According to Clearview Recovery Director of Operations DeDe Blom, the MCOs say their rationale for decreasing coverage in these situations is the services do not meet medical necessity.
“The quality of care at Clearview will never go down. Unfortunately, the quantity of that quality care has been taken away because of the MCOs,” Blom said.
From 2005 to 2014, Clearview Recovery had 12 to 15 children staying in the facility with their mothers at all times. Pritchard said in the two years since the MCOs have been in charge of Title 19 for the state of Iowa, Clearview has seen its child population decline because of the shorten stays the private insurers are authorizing.
Most cases at Clearview have involvement from DHS, so parent/child reunification is done gradually. After a woman becomes acclimated to treatment over the first 30 days, Clearview staff will begin short supervised visits with their child and then move to unsupervised visits. The goal is housing both the child and mother at Clearview in the final three months of treatment.
During this time, Clearview provides a licensed counselor for the child and mother and transportation to the Newton YMCA Child Care program during the day. Pritchard and Blom said the reduced stay makes it nearly impossible to reunify children with their moms while they’re in treatment.

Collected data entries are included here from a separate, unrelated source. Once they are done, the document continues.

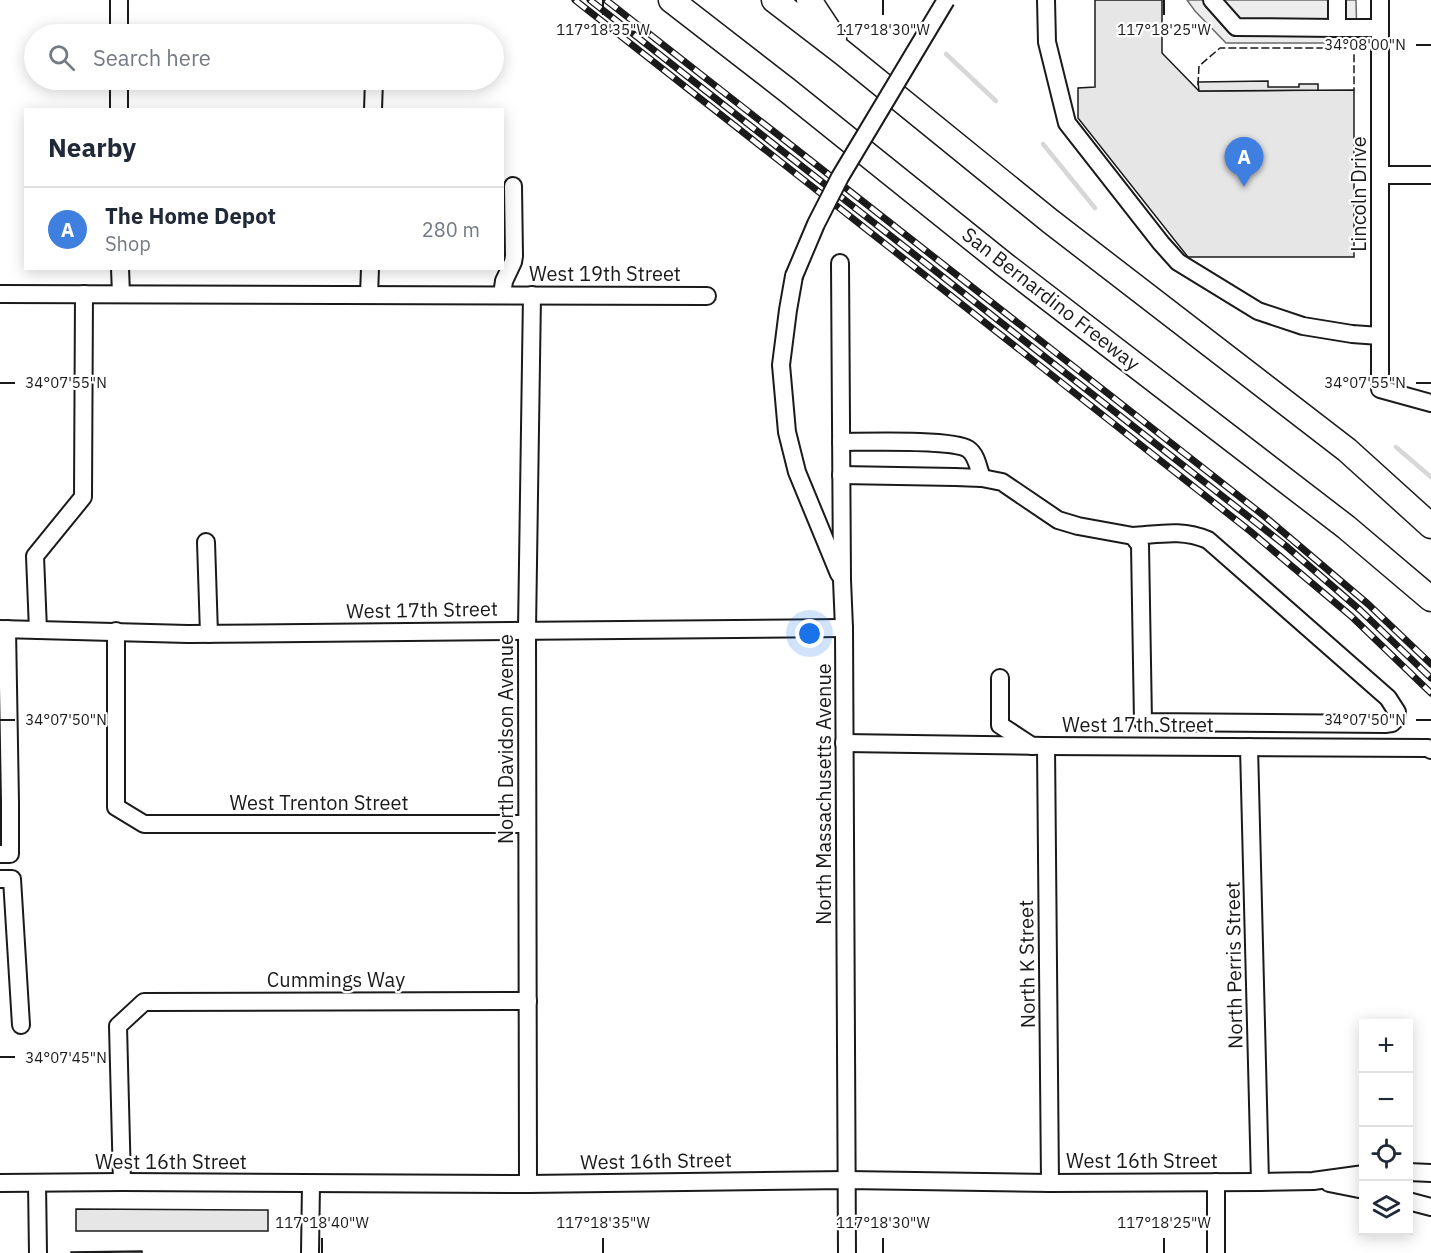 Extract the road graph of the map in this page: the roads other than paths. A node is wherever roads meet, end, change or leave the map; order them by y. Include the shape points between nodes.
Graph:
1 (119, 0) edge
2 (671, 0) edge
3 (774, 0) edge
4 (809, 0) edge
5 (946, 0) edge
6 (1046, 0) edge
7 (1212, 0) edge
8 (1337, 0) edge
9 (1380, 0) edge
10 (119, 24) edge
11 (1337, 28) junction
12 (1380, 28) junction
13 (843, 53) junction
14 (119, 90) edge
15 (374, 90) edge
16 (119, 108) edge
17 (373, 108) edge
18 (1380, 175) junction
19 (1431, 175) edge
20 (513, 186) dead end
21 (840, 263) dead end
22 (120, 270) edge
23 (370, 270) edge
24 (0, 294) edge
25 (84, 294) junction
26 (121, 294) junction
27 (369, 295) junction
28 (502, 295) junction
29 (532, 295) junction
30 (707, 296) dead end
31 (1380, 336) junction
32 (1431, 403) edge
33 (841, 442) junction
34 (841, 475) junction
35 (982, 478) junction
36 (1431, 526) edge
37 (1133, 536) junction
38 (206, 542) dead end
39 (842, 580) junction
40 (1431, 599) edge
41 (844, 628) junction
42 (4, 629) edge
43 (38, 630) junction
44 (527, 630) junction
45 (116, 631) junction
46 (209, 634) junction
47 (4, 662) edge
48 (1000, 678) dead end
49 (844, 743) junction
50 (1039, 746) junction
51 (1250, 747) junction
52 (1431, 750) edge
53 (527, 824) junction
54 (0, 854) edge
55 (0, 879) edge
56 (528, 1001) junction
57 (21, 1025) dead end
58 (1413, 1172) edge
59 (1431, 1173) edge
60 (1359, 1175) edge
61 (847, 1180) junction
62 (1313, 1181) junction
63 (122, 1182) junction
64 (1216, 1182) junction
65 (1260, 1182) junction
66 (0, 1183) edge
67 (37, 1183) junction
68 (1050, 1183) junction
69 (311, 1184) junction
70 (528, 1184) junction
71 (1359, 1189) edge
72 (1413, 1202) edge
73 (1431, 1207) edge
74 (38, 1253) edge
75 (310, 1253) edge
76 (847, 1253) edge
77 (1216, 1253) edge

1 - 10 street
2 - 40 highway, San Bernardino Freeway via 1005,265 1346,527
3 - 13 highway
4 - 13 highway
5 - 39 street, bridge via 840,177 794,276 781,365 787,432 797,472
6 - 31 street via 1047,42 1067,123 1178,262 1258,311 1303,326
7 - 11 street via 1236,27
8 - 11 street
9 - 12 street, Lincoln Drive
11 - 12 street
12 - 18 street, Lincoln Drive
13 - 36 highway via 1050,221 1347,450
14 - 16 street
15 - 17 street
18 - 19 street
18 - 31 street, Lincoln Drive
20 - 28 street via 514,256
21 - 33 street, North Massachusetts Avenue
22 - 26 street
23 - 27 street
24 - 25 street, West 19th Street
25 - 26 street, West 19th Street
25 - 43 street via 83,497 35,556
26 - 27 street, West 19th Street
27 - 28 street, West 19th Street
28 - 29 street, West 19th Street
29 - 30 street, West 19th Street
29 - 44 street, North Davidson Avenue
31 - 32 street, Lincoln Drive via 1380,389
33 - 34 street, North Massachusetts Avenue
33 - 35 street via 959,445 974,454
34 - 35 street
34 - 39 street, North Massachusetts Avenue
35 - 37 street via 1002,482 1058,520
37 - 37 street via 1140,545 1143,722 1385,724 1396,719 1397,712 1388,698 1208,540 1184,533
38 - 46 street
39 - 41 street, North Massachusetts Avenue
41 - 44 street, West 17th Street
41 - 49 street, North Massachusetts Avenue
42 - 43 street, West 17th Street
42 - 47 street
43 - 45 street, West 17th Street
44 - 46 street, West 17th Street
44 - 53 street, North Davidson Avenue
45 - 46 street, West 17th Street
45 - 53 street, West Trenton Street via 116,807 144,824
47 - 54 street via 10,854
48 - 50 street via 1000,725
49 - 50 street, West 17th Street
49 - 61 street, North Massachusetts Avenue
50 - 51 street, West 17th Street
50 - 68 street, North K Street
51 - 52 street, West 17th Street
51 - 65 street, North Perris Street
53 - 56 street, North Davidson Avenue
55 - 57 street via 12,879
56 - 63 street, Cummings Way via 144,1002 118,1026
56 - 70 street, North Davidson Avenue
58 - 59 street
60 - 62 street, West 16th Street
61 - 68 street, West 16th Street
61 - 70 street, West 16th Street
61 - 76 street, North Massachusetts Avenue
62 - 65 street, West 16th Street
62 - 71 street, West 16th Street
63 - 67 street, West 16th Street
63 - 69 street, West 16th Street
64 - 65 street, West 16th Street
64 - 68 street, West 16th Street
64 - 77 street
66 - 67 street, West 16th Street
67 - 74 street
69 - 70 street, West 16th Street
69 - 75 street
72 - 73 street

“(Reunification) would possibly take six months, especially in the best interest of the child. Now, they’re only here for three months,” Blom said. “If the children aren’t here, they’re not getting the therapy with the parent to work through a lot of the different traumas that can happen during drug use.”
In a conversation with a MCO about the reduction in payments for services, Pritchard said one particular comment gave him the impression decisions on payments are more about the money than patient care.

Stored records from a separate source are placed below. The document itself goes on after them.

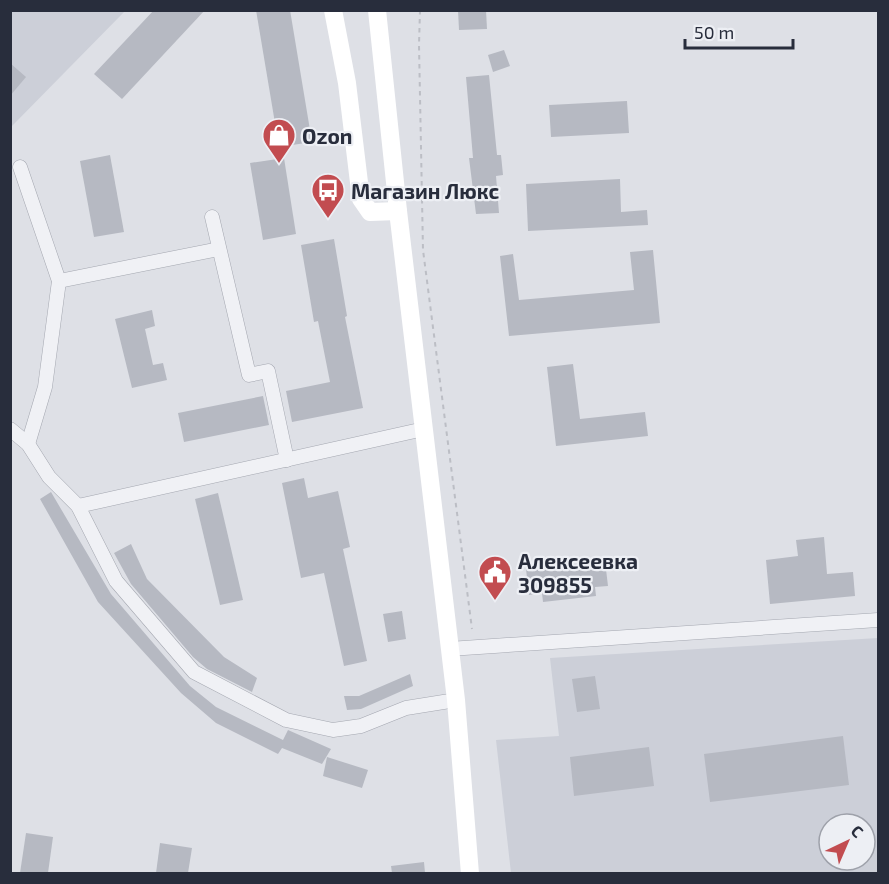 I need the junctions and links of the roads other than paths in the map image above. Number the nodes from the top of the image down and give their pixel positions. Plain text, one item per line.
1 (333, 10) edge
2 (377, 10) edge
3 (20, 167) dead end
4 (398, 211) junction
5 (212, 217) dead end
6 (219, 249) junction
7 (58, 281) junction
8 (10, 429) edge
9 (424, 429) junction
10 (28, 444) junction
11 (287, 460) junction
12 (78, 506) junction
13 (879, 620) edge
14 (449, 649) junction
15 (456, 700) junction
16 (470, 873) edge

1 - 4 main road
2 - 4 main road
3 - 7 street
4 - 9 main road
5 - 6 street
6 - 7 street
6 - 11 street
7 - 10 street
8 - 10 street
9 - 11 street
9 - 14 main road
10 - 12 street
11 - 12 street
12 - 15 street
13 - 14 street
14 - 15 main road
15 - 16 main road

“I was talking to one of the MCOs, and I made the comment that they’re creating a revolving door,” Pritchard said. “They said to me ‘Scott, it’s not going to hurt your revenue or your bottom dollar. You’re running a business now.’”
Despite the promises, Pritchard said Clearview has been taking in less money. He said the nonprofit has been pinching pennies in order to keep staff and has not yet made any cuts. Pritchard admits money was tight even before the MCOs. His agency has not seen a payment increase on Title 19 patients since 2008.
Mental health services in Iowa were also impacted after the switch to MCOs. Clearview contracts mental health counseling through Optimae Life Services in Newton. Optimae serves people in multiple clinics across southeastern and south central Iowa
Optimae President Bill Dodds said his organization saw a steep reduction in claim payments in the first 12 to 16 months of Medicaid under the MCOs. He said the privatized system was $1.5 million behind in payments to Optimae during this period.
This issue, Dodds said, has nearly stabilized and that numbers has been reduced to $300,000. But where the Optimae president says he still has concern is a reduction in payments to mental health patients with higher service needs.
He said to cut costs, MCOs are reducing payments for this population which usually have a higher cost for care.
“My fear is that we’re going to create a population of Medicaid patients that do not receive services,” he said.
Dodds and the Optimae leadership is lobbying lawmakers to make a specialty type of mass care system part of a Medicaid fix this session. It would cover patients with greater service needs.